- ABOUT THIS EXERCISE -
Go line by line through the entries and show those that hold the string "nodes".

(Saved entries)
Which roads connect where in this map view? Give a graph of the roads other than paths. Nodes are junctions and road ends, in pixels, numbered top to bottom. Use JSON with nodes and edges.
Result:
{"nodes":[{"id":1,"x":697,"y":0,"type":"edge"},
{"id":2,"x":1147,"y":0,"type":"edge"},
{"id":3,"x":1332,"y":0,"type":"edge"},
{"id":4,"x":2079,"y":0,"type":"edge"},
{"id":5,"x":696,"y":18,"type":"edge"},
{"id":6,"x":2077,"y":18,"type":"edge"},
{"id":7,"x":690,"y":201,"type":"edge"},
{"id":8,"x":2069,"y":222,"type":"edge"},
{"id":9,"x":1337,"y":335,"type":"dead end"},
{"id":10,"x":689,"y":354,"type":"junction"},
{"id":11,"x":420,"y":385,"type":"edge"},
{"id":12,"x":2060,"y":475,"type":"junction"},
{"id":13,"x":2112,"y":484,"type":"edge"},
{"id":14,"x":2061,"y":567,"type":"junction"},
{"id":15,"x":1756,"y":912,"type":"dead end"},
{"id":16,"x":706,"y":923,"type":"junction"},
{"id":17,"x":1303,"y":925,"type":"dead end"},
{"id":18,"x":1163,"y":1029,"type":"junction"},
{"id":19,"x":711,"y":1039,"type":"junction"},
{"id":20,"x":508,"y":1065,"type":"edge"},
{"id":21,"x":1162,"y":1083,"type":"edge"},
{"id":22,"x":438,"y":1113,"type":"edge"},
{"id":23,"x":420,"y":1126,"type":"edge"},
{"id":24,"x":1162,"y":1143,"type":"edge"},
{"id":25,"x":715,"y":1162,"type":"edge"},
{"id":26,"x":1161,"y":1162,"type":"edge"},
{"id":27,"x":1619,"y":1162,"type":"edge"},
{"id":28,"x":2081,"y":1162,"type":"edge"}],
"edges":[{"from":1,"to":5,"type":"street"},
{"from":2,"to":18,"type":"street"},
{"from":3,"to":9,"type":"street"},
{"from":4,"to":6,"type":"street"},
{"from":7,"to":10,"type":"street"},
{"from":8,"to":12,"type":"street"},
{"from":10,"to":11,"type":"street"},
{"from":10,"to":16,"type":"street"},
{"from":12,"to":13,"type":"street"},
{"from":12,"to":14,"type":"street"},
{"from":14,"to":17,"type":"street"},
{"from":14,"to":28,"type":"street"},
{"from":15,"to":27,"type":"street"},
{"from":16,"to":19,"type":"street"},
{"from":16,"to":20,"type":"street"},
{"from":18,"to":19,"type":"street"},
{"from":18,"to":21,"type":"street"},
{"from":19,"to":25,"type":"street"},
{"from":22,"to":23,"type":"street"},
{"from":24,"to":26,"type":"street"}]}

- ANSWER BELOW -
Which roads connect where in this map view? Give a graph of the roads other than paths. Nodes are junctions and road ends, in pixels, numbered top to bottom. Use JSON with nodes and edges.
{"nodes":[{"id":1,"x":697,"y":0,"type":"edge"},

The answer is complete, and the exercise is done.